The patient was transferred to a recovery suite and closely monitored. After 20 minutes, all symptoms resolved. The patient had no persisting symptoms or signs and suffered no lasting impairment.

Discussion

This case reinforces the observation that, despite correct technique being used, inadvertent intra-arterial injection can occur during cervical transforaminal injections. In this case, intra-arterial injection was not evident angiographically. However, the nature of the symptoms that the patient developed was clearly consistent with anesthesia of the spinal cord. The neurologic signs were restricted to tracts of the anterior and anterolateral quadrants of the spinal cord. This correlates with the distribution of the anterior spinal artery and indicates that a cervical radicular artery must have been infused, despite its angiographic invisibility. The fact that the angiogram revealed contralateral filling of veins is a suspicious, but indecisive, finding. Venous uptake, rather than arterial injection, could account for this. Nevertheless, it is also consistent with venous washout after a rapid intra-arterial injection.

This case vividly demonstrates the effects of anesthesia of the spinal cord. Motor signs dominated, consistent with long tracts having being anesthetized. Fortunately, and mercifully, the effects of the local anesthetic were temporary and brief.

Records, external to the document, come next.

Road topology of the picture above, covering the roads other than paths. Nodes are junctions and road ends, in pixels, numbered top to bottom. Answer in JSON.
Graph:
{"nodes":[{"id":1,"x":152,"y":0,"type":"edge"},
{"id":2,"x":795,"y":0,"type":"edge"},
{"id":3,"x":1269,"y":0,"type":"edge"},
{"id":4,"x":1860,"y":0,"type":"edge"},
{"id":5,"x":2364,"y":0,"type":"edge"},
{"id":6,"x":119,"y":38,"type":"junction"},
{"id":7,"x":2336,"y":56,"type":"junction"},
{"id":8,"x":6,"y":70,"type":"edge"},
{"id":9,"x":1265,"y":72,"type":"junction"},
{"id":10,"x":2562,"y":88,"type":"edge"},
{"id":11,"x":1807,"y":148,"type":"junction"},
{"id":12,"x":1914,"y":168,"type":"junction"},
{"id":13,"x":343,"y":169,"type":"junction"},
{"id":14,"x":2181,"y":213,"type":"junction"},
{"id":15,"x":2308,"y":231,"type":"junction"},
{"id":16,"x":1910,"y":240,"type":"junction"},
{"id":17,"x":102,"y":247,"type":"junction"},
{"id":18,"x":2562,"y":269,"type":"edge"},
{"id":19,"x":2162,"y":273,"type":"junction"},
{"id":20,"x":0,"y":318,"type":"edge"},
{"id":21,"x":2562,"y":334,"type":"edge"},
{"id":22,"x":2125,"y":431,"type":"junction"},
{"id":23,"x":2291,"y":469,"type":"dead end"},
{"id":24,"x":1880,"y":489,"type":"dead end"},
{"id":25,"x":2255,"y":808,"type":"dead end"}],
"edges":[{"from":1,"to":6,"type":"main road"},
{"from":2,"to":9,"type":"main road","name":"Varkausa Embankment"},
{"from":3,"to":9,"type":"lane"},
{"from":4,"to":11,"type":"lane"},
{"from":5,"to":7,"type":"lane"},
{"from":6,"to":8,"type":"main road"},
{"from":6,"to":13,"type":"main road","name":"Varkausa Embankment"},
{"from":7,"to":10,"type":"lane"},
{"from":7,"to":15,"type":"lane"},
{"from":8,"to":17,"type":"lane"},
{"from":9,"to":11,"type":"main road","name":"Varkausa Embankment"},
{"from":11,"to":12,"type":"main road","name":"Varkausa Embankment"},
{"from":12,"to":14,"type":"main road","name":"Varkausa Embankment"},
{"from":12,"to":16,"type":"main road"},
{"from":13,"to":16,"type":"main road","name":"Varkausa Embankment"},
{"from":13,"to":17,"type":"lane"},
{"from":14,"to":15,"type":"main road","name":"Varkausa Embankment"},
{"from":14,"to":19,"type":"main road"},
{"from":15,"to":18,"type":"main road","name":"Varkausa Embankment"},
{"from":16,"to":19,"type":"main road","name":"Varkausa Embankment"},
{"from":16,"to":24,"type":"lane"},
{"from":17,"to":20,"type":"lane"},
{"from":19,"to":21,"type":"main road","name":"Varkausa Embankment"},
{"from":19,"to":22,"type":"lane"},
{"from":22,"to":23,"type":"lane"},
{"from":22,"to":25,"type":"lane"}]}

The signs exhibited by the patient in this case are consonant with those developed by patients who have suffered permanent injury following cervical transforaminal injection of corticosteroids. In that regard, the present case provides further circumstantial evidence of the proposed mechanism of injury following transforaminal injection of corticosteroids. The signs developed by the patient were widespread, affecting all four limbs, and developed rapidly. This is not consistent with intraneuronal uptake of local anesthetic [13]. Nor can the signs be attributed to intrathecal injection. All radiographs showed no evidence of intrathecal spread. The only feasible mechanism for the neurologic impairment is injection into a cervical radicular artery that reinforced the anterior spinal artery.

The case underscores the merit and wisdom of injecting local anesthetic separate from, and before, any corticosteroid. It would appear that local anesthetic has a temporary pharmacological effect if injected to the spinal cord. The same cannot be presumed for particulate steroid preparations, which might act physically, as an embolus.

As recommended by Baker et al. [10], a preliminary injection of local anesthetic allows the operator to assess if the injectate has reached the spinal cord. Operators who take this step should ensure that they allow sufficient time to assess the patient for any response, and assess them care-fully. Numbness may not be the cardinal feature (because of sparing of the posterior columns). Paralysis is the cardinal feature of anterolateral spinal cord anesthesia; but this may not be evident if the patient does not attempt movements. Meanwhile, respiration may not be affected if low cervical spinal levels only are affected.

On the other hand, practitioners might take heed of this case. Although misadventure was avoided, it might have occurred had the operator presumptively injected corticosteroids. Cervical transforaminal injection of steroids is a hazardous procedure despite correct technique being used. If this procedure is to continue to be used, consummate care and vigilance is required.

An alternative technique has been described [14], in which a catheter is introduced to the target intervertebral foramen from below using an interlaminar insertion. Allegedly, this technique is safer than the transforaminal approach. However, it has not been used extensively, and its safety has not yet been demonstrated in a large number of patients. Nevertheless, some operators might prefer to adopt this technique in an effort to avoid possible injection into a radicular artery.